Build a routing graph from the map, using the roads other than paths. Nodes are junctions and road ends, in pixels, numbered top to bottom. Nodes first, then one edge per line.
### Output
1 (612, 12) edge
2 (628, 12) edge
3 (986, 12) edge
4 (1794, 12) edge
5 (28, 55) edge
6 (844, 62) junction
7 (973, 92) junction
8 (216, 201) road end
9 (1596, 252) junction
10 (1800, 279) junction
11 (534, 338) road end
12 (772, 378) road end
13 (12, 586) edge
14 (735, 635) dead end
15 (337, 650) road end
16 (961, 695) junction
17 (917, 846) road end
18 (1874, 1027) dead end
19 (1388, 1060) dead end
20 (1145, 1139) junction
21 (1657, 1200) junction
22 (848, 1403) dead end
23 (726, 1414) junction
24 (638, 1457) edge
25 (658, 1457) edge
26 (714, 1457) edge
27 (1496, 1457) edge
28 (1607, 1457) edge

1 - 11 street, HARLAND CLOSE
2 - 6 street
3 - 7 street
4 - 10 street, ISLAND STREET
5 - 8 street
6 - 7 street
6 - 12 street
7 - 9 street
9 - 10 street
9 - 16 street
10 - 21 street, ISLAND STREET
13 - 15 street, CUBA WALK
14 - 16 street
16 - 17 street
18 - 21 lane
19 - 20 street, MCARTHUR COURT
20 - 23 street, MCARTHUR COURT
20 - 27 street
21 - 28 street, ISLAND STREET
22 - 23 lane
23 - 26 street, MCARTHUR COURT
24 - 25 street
|---|
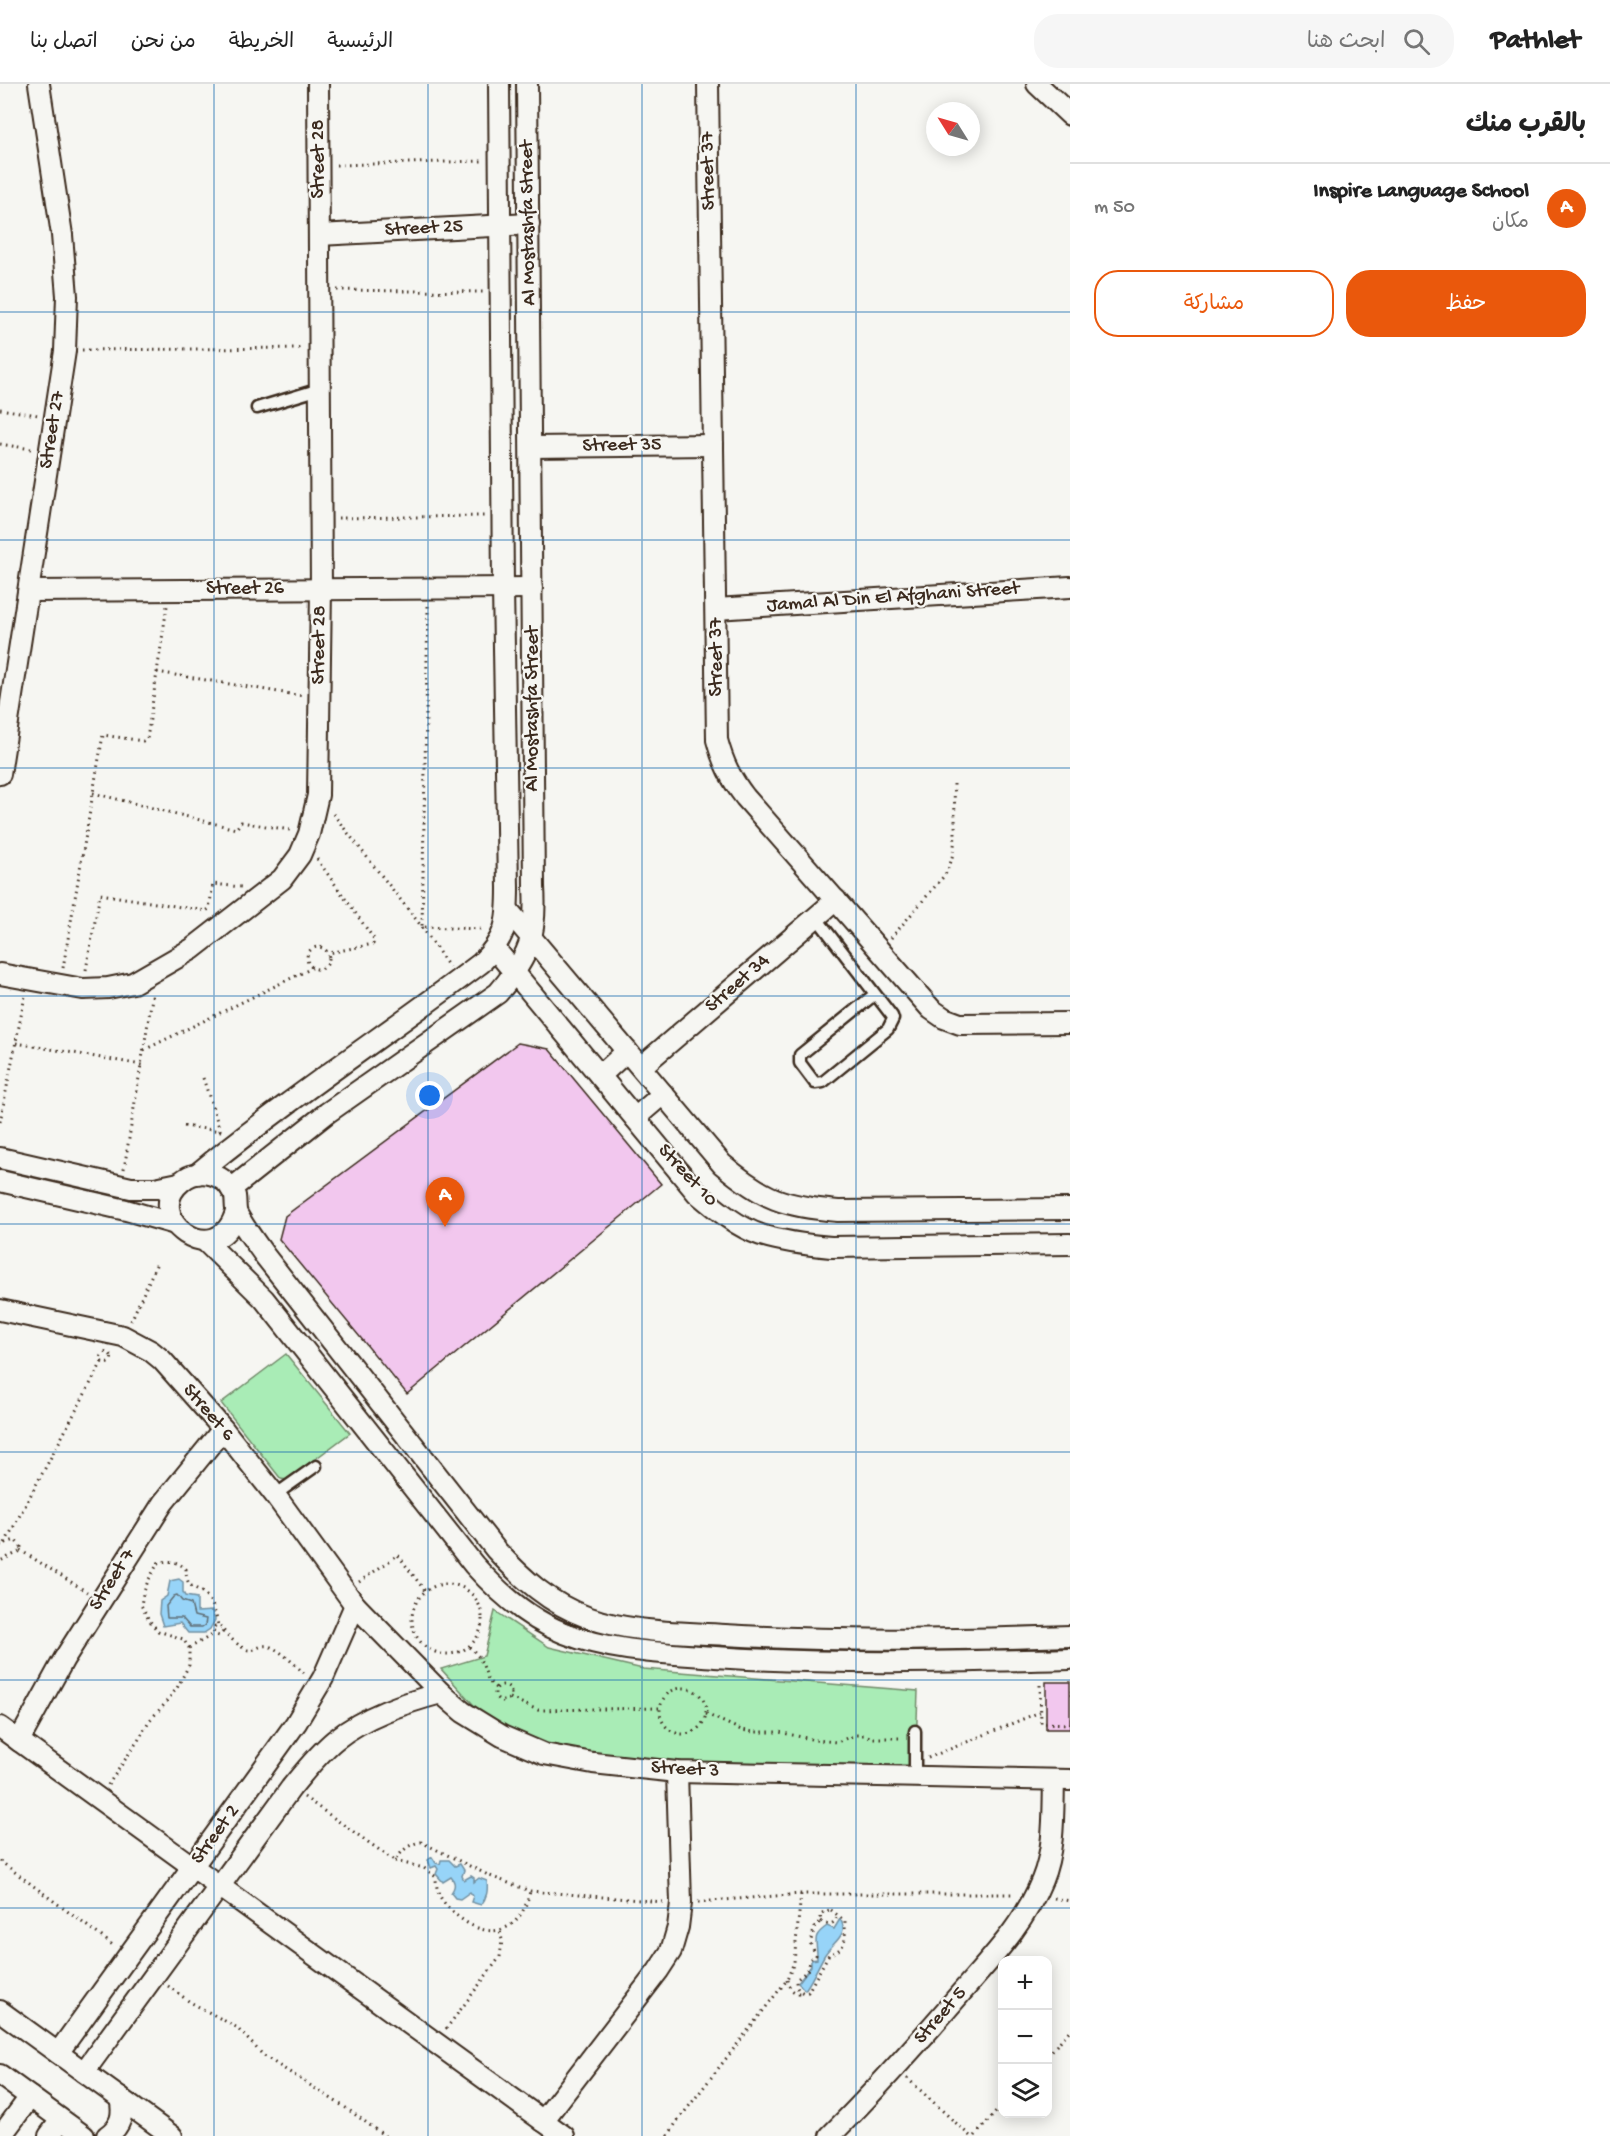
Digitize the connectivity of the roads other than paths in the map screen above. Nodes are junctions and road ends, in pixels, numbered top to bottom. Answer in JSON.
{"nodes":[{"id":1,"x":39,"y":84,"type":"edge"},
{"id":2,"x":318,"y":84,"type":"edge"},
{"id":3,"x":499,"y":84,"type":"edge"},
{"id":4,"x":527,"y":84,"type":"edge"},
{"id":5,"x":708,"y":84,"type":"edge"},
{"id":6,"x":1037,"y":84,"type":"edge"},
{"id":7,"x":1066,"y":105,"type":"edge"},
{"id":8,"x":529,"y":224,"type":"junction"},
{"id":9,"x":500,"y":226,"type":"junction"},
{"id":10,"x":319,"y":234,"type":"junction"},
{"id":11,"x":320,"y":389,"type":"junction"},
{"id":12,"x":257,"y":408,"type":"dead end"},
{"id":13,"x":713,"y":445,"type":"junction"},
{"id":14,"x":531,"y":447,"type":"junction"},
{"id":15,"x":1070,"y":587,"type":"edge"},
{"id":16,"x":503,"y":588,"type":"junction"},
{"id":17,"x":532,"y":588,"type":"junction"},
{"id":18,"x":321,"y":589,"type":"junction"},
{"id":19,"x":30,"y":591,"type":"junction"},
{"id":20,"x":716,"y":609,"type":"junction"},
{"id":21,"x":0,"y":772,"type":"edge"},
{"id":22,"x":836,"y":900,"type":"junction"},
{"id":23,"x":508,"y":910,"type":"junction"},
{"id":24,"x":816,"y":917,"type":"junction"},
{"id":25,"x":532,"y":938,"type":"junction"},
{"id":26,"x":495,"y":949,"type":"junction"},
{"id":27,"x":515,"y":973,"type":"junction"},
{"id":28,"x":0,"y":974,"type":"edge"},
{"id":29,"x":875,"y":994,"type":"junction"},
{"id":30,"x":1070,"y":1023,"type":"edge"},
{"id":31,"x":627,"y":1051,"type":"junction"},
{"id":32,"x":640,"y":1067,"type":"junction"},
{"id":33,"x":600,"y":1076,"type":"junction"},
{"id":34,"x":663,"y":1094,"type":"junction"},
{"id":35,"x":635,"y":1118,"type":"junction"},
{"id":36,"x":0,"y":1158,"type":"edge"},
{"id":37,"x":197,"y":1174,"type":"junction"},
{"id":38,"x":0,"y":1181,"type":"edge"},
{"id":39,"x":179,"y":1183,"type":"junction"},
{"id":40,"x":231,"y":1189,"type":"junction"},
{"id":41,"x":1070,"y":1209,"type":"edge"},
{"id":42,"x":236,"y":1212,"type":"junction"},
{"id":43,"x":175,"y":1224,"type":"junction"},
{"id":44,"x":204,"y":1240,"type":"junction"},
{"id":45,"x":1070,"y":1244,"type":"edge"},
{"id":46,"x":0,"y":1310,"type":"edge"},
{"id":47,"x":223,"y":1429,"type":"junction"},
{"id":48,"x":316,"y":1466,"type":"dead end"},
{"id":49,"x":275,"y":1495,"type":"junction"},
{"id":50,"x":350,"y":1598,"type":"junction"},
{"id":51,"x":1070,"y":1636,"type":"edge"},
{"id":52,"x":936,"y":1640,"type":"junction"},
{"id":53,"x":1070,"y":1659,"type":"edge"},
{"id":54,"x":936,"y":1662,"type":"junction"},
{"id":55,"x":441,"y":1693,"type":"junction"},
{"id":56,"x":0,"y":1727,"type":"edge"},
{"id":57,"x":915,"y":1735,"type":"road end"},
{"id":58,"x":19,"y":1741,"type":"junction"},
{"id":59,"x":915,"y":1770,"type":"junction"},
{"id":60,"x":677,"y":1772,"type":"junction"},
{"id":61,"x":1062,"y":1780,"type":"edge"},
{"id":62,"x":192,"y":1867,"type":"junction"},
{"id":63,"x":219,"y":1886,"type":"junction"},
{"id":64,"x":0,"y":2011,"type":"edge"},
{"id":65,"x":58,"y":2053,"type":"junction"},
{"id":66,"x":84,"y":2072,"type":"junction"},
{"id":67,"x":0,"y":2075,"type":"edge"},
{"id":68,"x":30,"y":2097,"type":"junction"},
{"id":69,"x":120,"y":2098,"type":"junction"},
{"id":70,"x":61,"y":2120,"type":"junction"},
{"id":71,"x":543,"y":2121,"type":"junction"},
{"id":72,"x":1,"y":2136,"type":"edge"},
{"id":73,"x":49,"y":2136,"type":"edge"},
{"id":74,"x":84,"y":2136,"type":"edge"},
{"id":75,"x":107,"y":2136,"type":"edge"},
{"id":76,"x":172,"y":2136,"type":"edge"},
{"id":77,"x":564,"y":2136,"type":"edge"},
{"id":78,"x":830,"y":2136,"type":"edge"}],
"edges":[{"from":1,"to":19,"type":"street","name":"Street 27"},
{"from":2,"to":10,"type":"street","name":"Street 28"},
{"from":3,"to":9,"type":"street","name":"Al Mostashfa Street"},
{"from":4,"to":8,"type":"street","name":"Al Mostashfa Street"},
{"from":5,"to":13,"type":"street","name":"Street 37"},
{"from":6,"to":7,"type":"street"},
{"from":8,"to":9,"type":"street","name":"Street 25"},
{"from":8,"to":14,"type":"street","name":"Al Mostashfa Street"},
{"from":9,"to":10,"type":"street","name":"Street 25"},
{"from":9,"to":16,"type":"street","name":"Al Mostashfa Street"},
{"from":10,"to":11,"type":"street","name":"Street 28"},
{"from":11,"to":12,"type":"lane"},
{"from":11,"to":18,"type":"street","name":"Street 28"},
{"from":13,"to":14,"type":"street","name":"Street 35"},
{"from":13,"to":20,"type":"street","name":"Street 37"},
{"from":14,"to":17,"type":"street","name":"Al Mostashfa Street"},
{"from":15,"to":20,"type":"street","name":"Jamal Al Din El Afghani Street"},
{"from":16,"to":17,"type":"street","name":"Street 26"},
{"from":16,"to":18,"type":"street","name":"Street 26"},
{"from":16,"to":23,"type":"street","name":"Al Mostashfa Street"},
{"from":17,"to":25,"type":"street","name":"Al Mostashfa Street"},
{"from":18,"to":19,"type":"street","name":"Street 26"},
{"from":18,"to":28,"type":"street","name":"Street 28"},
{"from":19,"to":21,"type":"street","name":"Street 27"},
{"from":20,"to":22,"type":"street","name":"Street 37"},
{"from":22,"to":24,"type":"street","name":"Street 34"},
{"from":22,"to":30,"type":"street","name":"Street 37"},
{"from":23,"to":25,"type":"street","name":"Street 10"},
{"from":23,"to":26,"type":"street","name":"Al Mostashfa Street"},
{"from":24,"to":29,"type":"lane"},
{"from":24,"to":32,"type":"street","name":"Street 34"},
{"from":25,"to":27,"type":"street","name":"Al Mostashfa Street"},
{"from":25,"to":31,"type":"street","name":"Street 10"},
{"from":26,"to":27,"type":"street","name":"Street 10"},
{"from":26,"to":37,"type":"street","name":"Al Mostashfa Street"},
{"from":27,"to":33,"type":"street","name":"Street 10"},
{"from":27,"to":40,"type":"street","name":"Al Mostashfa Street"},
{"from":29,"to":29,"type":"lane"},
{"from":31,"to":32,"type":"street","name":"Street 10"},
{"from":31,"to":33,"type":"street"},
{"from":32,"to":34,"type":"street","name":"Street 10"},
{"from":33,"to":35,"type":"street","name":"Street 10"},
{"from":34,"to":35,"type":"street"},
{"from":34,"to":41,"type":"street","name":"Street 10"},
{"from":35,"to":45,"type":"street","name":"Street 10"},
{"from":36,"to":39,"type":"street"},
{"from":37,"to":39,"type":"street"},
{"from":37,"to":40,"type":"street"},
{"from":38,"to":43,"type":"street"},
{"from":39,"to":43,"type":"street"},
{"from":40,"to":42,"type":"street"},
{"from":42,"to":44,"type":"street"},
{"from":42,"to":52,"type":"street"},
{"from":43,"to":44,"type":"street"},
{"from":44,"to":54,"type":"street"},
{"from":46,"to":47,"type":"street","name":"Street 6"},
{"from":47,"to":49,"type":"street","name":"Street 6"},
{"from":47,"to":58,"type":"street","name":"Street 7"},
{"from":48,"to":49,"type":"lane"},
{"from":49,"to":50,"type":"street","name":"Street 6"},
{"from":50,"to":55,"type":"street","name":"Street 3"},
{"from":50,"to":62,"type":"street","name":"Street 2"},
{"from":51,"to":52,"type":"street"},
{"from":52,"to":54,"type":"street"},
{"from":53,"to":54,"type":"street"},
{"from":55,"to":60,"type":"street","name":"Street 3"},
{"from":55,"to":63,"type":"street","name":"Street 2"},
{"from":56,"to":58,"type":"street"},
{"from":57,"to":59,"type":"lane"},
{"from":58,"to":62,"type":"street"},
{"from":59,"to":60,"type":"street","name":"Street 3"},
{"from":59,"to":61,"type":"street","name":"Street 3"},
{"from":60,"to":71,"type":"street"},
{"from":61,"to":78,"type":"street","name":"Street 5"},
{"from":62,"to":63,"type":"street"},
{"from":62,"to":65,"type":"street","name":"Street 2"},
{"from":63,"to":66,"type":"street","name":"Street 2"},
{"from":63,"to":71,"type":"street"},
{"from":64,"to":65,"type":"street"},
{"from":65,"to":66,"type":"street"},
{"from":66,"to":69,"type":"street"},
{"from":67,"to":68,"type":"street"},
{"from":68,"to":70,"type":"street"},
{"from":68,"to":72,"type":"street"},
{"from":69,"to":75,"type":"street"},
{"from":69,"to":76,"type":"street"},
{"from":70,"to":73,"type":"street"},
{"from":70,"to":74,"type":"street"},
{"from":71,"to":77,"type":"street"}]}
|---|
▶ **Prompt**
All lines above holding the word "Mostashfa" make up the answer; copy each one.

▶ **Answer to the exercise**
{"from":3,"to":9,"type":"street","name":"Al Mostashfa Street"},
{"from":4,"to":8,"type":"street","name":"Al Mostashfa Street"},
{"from":8,"to":14,"type":"street","name":"Al Mostashfa Street"},
{"from":9,"to":16,"type":"street","name":"Al Mostashfa Street"},
{"from":14,"to":17,"type":"street","name":"Al Mostashfa Street"},
{"from":16,"to":23,"type":"street","name":"Al Mostashfa Street"},
{"from":17,"to":25,"type":"street","name":"Al Mostashfa Street"},
{"from":23,"to":26,"type":"street","name":"Al Mostashfa Street"},
{"from":25,"to":27,"type":"street","name":"Al Mostashfa Street"},
{"from":26,"to":37,"type":"street","name":"Al Mostashfa Street"},
{"from":27,"to":40,"type":"street","name":"Al Mostashfa Street"},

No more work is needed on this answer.